ただし、連休中は、散歩の途中で帰り方が分からなくなって近所の人に迷惑をかけるようなことはしないようにしよう。そんな心構えではいるようです。

 

 

 

首を長くして待って

ねえちゃのいまの一番の課題は、スコッと根っこから抜けてしまった奥の歯の治療です。

近くの歯医者さんに通い出してこれまで3回治療を受けましたが、直前に嫌になって行かなかったり、キャンセルしたのが4回になります。これまで、3勝4敗です。

しょうがないので、私が自分の歯の治療といっしょに二人分予約しておき、きょう、二人で歯医者さんへ行ってきました。

ねえちゃが先で、後の私のほうが、治療に時間がかかりました。

「まだ時間がだいぶかかるので、首を長くして待っててください」と先生に言われて、ねえちゃは言われた通り「首を長くして」待っていました。

ねえちゃは、自分の歯がどんな具合に治療されているのか、さっぱり分かっていません。

それでも、事務のかたから「次回は、義歯が入りますので、少しお金がかかります」と言われ、ホッとしていました。

4勝4敗のイーブンで、どうやら、めでたく、次は待望のねえちゃの歯が入りそうです。連休明けに、また二人分の予約をしました。

鑑定団

日曜日の昼、たまにチャンネルを合わせる「なんでも鑑定団」で、長野県の長和町で収録された回の放送をやっていました。

ねえちゃは骨董品には興味がありません。それに、これといって財産になりそうな美術工芸品も、ぜんぜん持っていません。

けれど、番組で「蔵の奥にしまわれていた」とかいう話が出てくると、昔ながらの農家で、23歳まで過ごした実家のことをいつも思い浮かべるそうです。

決して財産家ではなかったようですが、十くらいの部屋に土蔵とかもあって、長年暮らしていても、広くてどこに何があるのかよくわからなかったとか。

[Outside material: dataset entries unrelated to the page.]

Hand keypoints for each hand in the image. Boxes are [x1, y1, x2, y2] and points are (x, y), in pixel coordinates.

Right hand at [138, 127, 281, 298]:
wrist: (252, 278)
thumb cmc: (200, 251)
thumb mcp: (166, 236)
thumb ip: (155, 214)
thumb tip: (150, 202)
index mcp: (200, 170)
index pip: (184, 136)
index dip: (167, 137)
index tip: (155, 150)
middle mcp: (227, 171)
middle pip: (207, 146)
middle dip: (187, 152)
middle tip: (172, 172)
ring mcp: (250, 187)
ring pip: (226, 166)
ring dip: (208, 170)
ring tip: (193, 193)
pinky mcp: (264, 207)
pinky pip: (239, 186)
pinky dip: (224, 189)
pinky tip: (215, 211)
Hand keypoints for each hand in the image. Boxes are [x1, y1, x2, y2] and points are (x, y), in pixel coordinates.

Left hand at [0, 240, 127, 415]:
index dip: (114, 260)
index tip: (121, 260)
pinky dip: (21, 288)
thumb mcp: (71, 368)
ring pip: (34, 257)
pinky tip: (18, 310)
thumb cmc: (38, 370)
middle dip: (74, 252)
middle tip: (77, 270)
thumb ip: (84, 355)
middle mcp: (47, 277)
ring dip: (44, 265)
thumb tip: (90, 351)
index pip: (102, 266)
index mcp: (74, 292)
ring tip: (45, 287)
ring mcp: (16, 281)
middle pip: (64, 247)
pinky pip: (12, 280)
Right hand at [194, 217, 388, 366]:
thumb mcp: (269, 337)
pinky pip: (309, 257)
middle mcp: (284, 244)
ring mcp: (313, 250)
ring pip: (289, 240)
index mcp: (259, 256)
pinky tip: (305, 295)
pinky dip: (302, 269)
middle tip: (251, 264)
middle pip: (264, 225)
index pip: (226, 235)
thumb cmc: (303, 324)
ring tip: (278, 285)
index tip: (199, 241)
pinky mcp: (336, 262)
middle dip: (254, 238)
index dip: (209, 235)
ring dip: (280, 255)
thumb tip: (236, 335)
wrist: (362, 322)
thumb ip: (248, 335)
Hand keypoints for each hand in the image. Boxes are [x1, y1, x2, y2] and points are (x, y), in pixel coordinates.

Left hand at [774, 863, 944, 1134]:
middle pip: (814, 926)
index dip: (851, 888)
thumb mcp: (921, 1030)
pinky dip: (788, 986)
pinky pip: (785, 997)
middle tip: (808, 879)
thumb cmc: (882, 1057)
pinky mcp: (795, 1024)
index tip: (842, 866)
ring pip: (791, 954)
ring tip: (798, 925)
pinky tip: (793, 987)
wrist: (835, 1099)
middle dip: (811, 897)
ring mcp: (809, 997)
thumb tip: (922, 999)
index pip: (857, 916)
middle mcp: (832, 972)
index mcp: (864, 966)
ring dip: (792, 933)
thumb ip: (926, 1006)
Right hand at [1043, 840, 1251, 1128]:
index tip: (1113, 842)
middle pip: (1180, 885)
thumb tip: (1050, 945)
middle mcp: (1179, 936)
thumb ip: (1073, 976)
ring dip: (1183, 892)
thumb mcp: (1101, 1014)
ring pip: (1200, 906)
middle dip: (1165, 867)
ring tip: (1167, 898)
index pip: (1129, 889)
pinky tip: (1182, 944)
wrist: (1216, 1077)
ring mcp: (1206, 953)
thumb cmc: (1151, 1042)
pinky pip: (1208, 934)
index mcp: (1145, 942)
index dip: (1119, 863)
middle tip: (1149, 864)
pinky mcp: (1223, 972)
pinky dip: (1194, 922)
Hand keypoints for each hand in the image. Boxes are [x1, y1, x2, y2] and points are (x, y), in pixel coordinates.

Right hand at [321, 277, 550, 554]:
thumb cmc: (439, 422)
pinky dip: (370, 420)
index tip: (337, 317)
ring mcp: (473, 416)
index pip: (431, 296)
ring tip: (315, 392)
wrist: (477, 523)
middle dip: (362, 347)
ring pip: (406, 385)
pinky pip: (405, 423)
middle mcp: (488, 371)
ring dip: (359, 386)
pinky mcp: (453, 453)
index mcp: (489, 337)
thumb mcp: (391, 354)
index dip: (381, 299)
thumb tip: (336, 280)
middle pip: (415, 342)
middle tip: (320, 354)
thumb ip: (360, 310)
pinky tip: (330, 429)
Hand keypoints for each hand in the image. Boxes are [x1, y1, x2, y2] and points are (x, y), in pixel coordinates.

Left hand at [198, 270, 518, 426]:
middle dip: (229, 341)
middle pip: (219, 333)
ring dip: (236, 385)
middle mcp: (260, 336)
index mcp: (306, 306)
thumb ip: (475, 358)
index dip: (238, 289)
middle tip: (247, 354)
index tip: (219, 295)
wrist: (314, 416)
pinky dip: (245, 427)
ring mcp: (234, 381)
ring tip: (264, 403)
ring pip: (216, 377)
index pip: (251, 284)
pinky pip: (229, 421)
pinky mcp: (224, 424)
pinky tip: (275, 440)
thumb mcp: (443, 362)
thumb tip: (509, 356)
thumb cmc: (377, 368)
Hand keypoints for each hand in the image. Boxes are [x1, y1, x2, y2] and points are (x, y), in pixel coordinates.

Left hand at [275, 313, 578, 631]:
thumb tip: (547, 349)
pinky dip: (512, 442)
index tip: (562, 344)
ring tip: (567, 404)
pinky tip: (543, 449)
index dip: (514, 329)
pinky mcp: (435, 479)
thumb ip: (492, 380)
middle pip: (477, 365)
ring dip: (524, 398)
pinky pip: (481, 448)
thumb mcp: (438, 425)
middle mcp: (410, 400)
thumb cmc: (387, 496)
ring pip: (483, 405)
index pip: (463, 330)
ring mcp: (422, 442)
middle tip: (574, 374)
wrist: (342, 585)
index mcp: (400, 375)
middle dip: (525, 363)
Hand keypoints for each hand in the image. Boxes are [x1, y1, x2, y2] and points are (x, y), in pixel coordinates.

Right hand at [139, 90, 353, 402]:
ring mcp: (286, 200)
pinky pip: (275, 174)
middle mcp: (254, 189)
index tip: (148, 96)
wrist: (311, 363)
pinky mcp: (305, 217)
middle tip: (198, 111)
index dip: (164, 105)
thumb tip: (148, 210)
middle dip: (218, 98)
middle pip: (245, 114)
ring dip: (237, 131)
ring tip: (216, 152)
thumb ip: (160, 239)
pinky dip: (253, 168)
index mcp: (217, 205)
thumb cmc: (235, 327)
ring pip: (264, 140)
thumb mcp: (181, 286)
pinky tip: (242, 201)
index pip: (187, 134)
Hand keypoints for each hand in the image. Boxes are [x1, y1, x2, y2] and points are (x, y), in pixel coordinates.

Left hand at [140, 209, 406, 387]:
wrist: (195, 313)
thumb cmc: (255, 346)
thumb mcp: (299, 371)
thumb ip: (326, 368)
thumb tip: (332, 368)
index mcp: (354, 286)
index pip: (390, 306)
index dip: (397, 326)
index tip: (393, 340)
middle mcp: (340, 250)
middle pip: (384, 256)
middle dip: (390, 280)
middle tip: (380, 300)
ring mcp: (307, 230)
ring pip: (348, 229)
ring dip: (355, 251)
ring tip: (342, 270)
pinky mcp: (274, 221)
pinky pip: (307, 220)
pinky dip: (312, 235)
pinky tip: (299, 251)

ねえちゃのお父さんは、料理が上手だっただけでなくいろんなものに興味を持っていて、行商の人が珍しいものを持って来ては置いていったような記憶もあるといいます。

実家はきれいに改修されていまも“健在”ですが、いまは常時住んでいる人はいません。

「高価なものはないだろうけど、奥のほうの座敷とかに何か残ってたものがあるのかもしれない。あそこの家がなくなる前に、掛け軸の一本でもいいから見ておきたいな」と、ふと口にしました。